Bankenrettung sorgt für Kursfeuerwerk

20.09.2008, 01:01 Uhr | mmr / bv, dpa, AFP, t-online.de

Dow Jones im Plus - erfolgreiche Kurs-Rally vor dem Wochenende (Foto: Reuters)Dow Jones im Plus - erfolgreiche Kurs-Rally vor dem Wochenende (Foto: Reuters) US-Präsident George W. Bush hat die amerikanischen Steuerzahler auf hohe Kosten für die geplante Banken-Rettungsaktion der Regierung eingestimmt. "Diese Maßnahmen erfordern es, eine beträchtliche Summe Geld der Steuerzahler zur Verfügung zu stellen", sagte Bush am Freitag in Washington. Die kostspieligen Eingriffe der Regierung brächten "ein Risiko" mit sich.
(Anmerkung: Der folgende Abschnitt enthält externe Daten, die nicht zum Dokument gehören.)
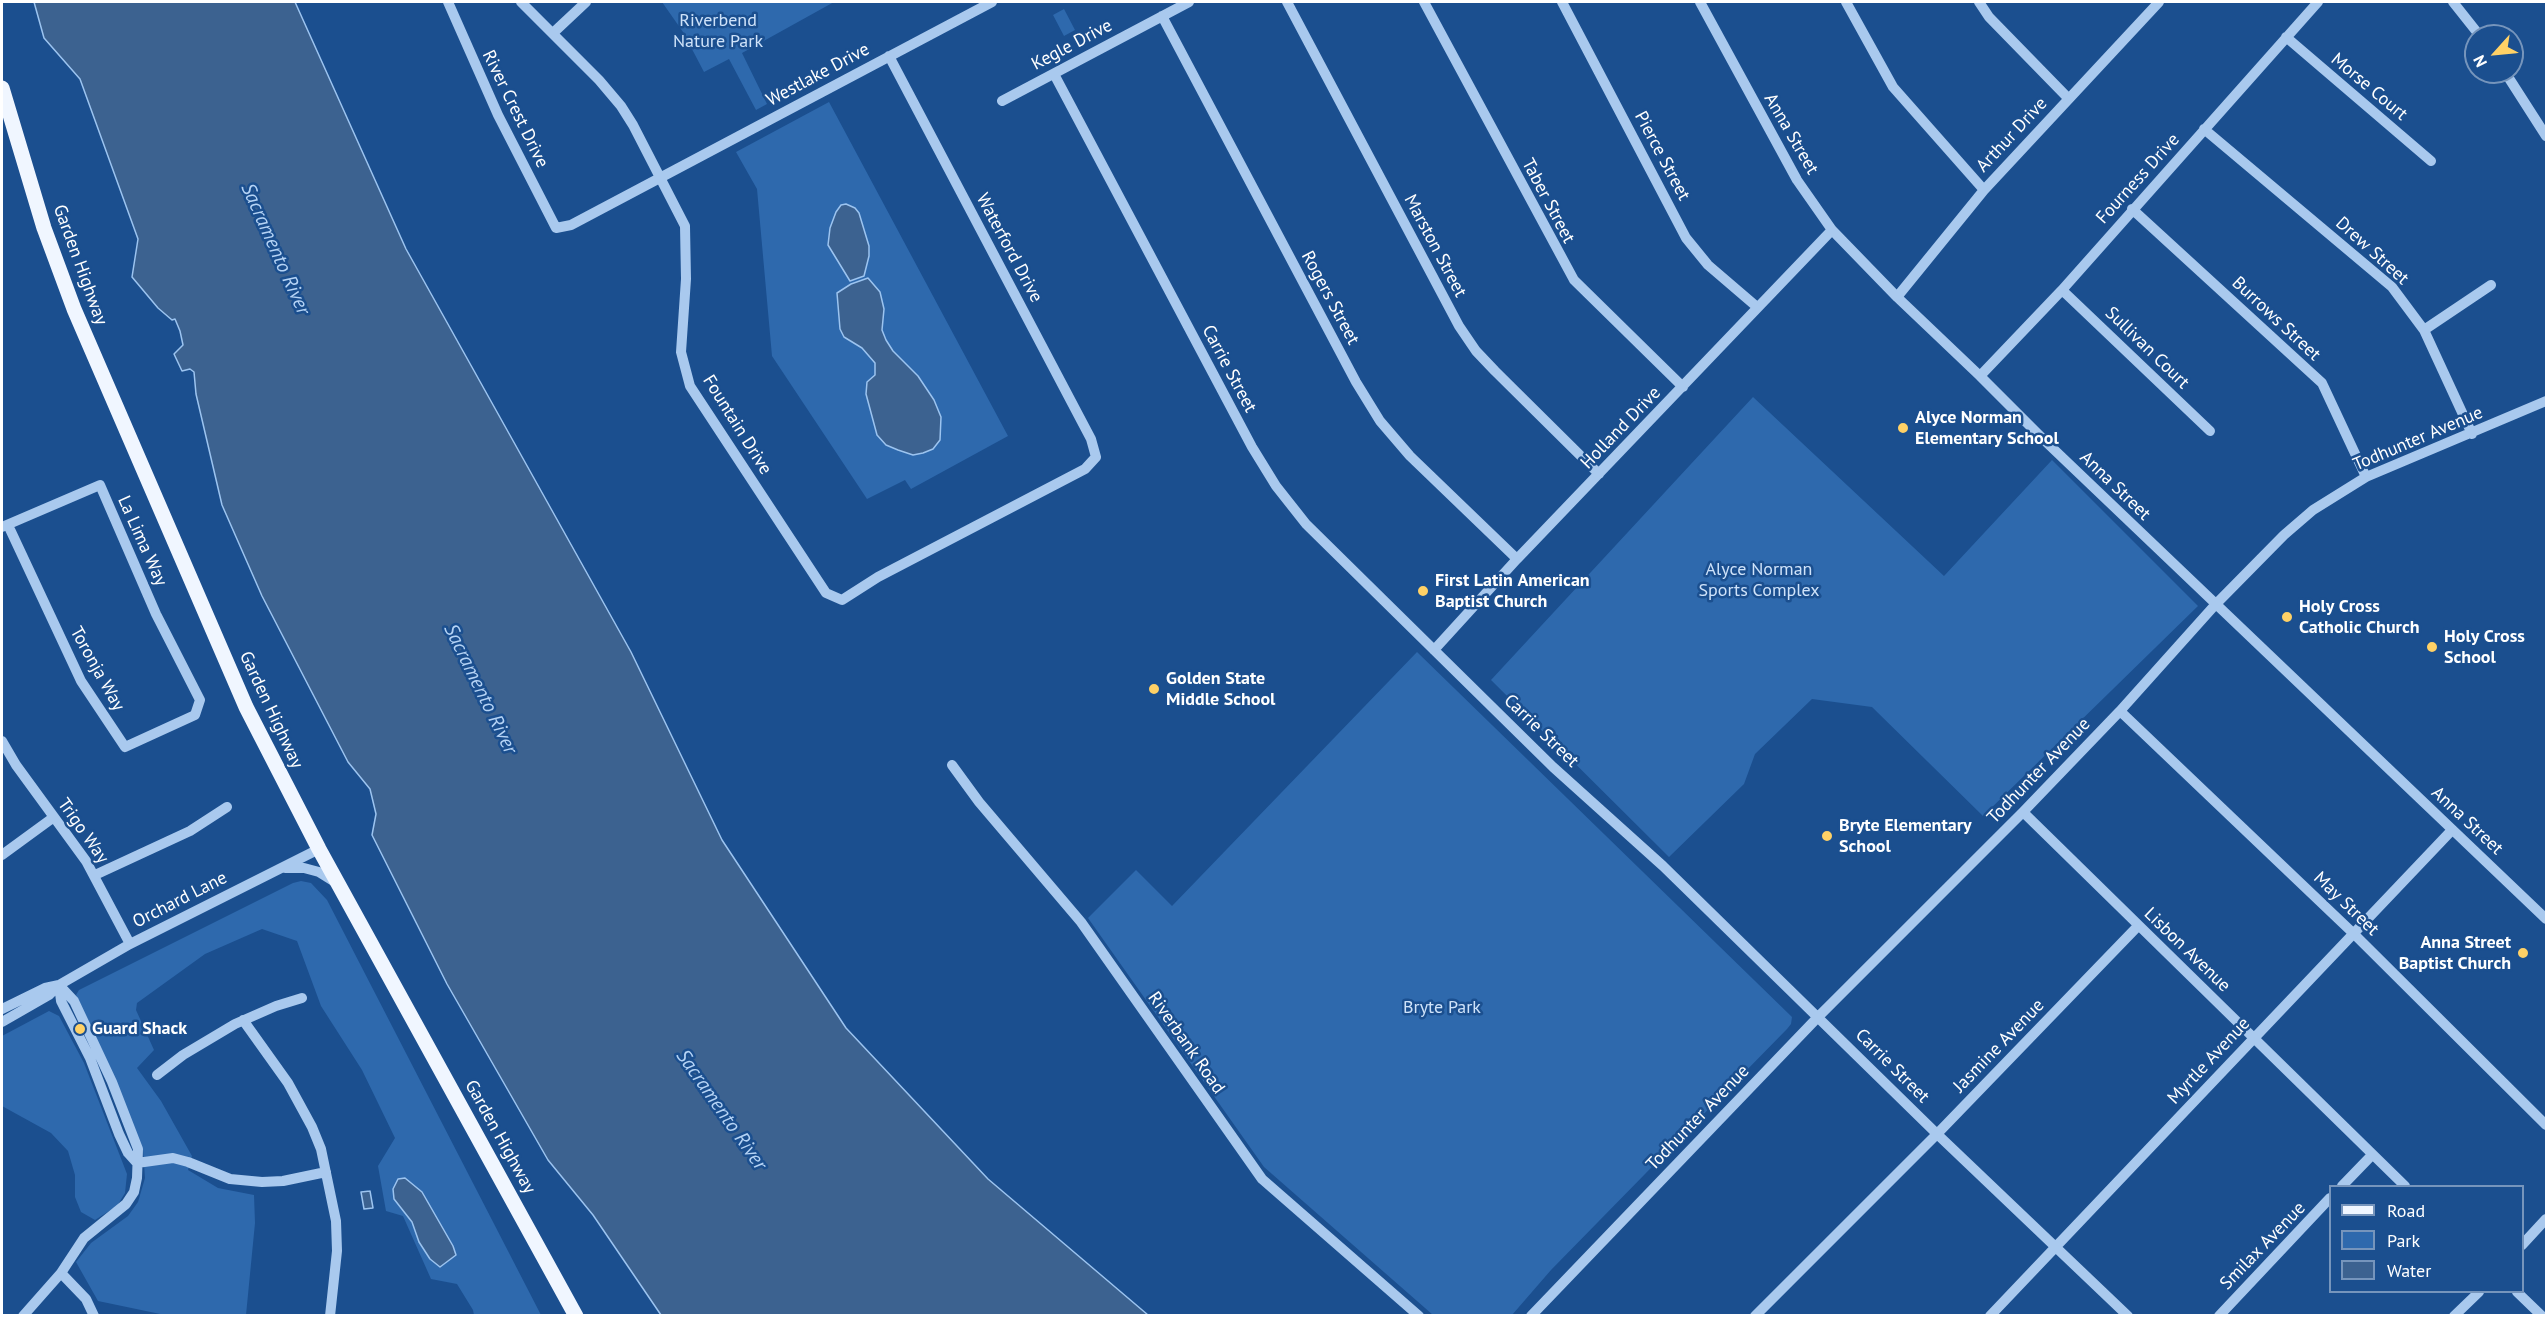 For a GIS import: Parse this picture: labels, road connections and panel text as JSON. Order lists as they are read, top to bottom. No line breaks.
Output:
{"streets":{"main road":["Garden Highway"],"street":["Kegle Drive","Westlake Drive","Morse Court","River Crest Drive","Anna Street","Arthur Drive","Pierce Street","Fourness Drive","Taber Street","Marston Street","Waterford Drive","Drew Street","Rogers Street","Burrows Street","Sullivan Court","Carrie Street","Fountain Drive","Holland Drive","Todhunter Avenue","La Lima Way","Toronja Way","Trigo Way","Orchard Lane","May Street","Lisbon Avenue","Riverbank Road","Jasmine Avenue","Myrtle Avenue","Smilax Avenue"]},"crossings":[["Kegle Drive","Rogers Street"],["Kegle Drive","Carrie Street"],["Westlake Drive","River Crest Drive"],["Westlake Drive","Waterford Drive"],["Westlake Drive","Fountain Drive"],["Morse Court","Fourness Drive"],["Anna Street","Arthur Drive"],["Anna Street","Fourness Drive"],["Anna Street","Holland Drive"],["Anna Street","Todhunter Avenue"],["Anna Street","Myrtle Avenue"],["Pierce Street","Holland Drive"],["Fourness Drive","Drew Street"],["Fourness Drive","Burrows Street"],["Fourness Drive","Sullivan Court"],["Taber Street","Holland Drive"],["Marston Street","Holland Drive"],["Waterford Drive","Fountain Drive"],["Drew Street","Todhunter Avenue"],["Garden Highway","Orchard Lane"],["Rogers Street","Holland Drive"],["Burrows Street","Todhunter Avenue"],["Carrie Street","Holland Drive"],["Carrie Street","Todhunter Avenue"],["Carrie Street","Jasmine Avenue"],["Carrie Street","Myrtle Avenue"],["Todhunter Avenue","May Street"],["Todhunter Avenue","Lisbon Avenue"],["La Lima Way","Toronja Way"],["Trigo Way","Orchard Lane"],["May Street","Myrtle Avenue"],["Lisbon Avenue","Jasmine Avenue"],["Lisbon Avenue","Myrtle Avenue"]],"water":["Sacramento River"],"parks":["Riverbend Nature Park","Alyce Norman Sports Complex","Bryte Park"],"places":["Alyce Norman Elementary School","First Latin American Baptist Church","Holy Cross Catholic Church","Holy Cross School","Golden State Middle School","Bryte Elementary School","Anna Street Baptist Church","Guard Shack"],"legend":["Road","Park","Water"],"north":"bottom left"}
Finanzminister Henry Paulson bezifferte die möglichen Kosten auf "hunderte Milliarden" Dollar, während ein einflussreicher Senator sogar von bis zu einer Billion Dollar ausging. An den Börsen weltweit sorgte die Ankündigung des Rettungspakets aber für ein Kursfeuerwerk. Alle wichtigen Indizes gingen mit deutlichen Aufschlägen ins Wochende.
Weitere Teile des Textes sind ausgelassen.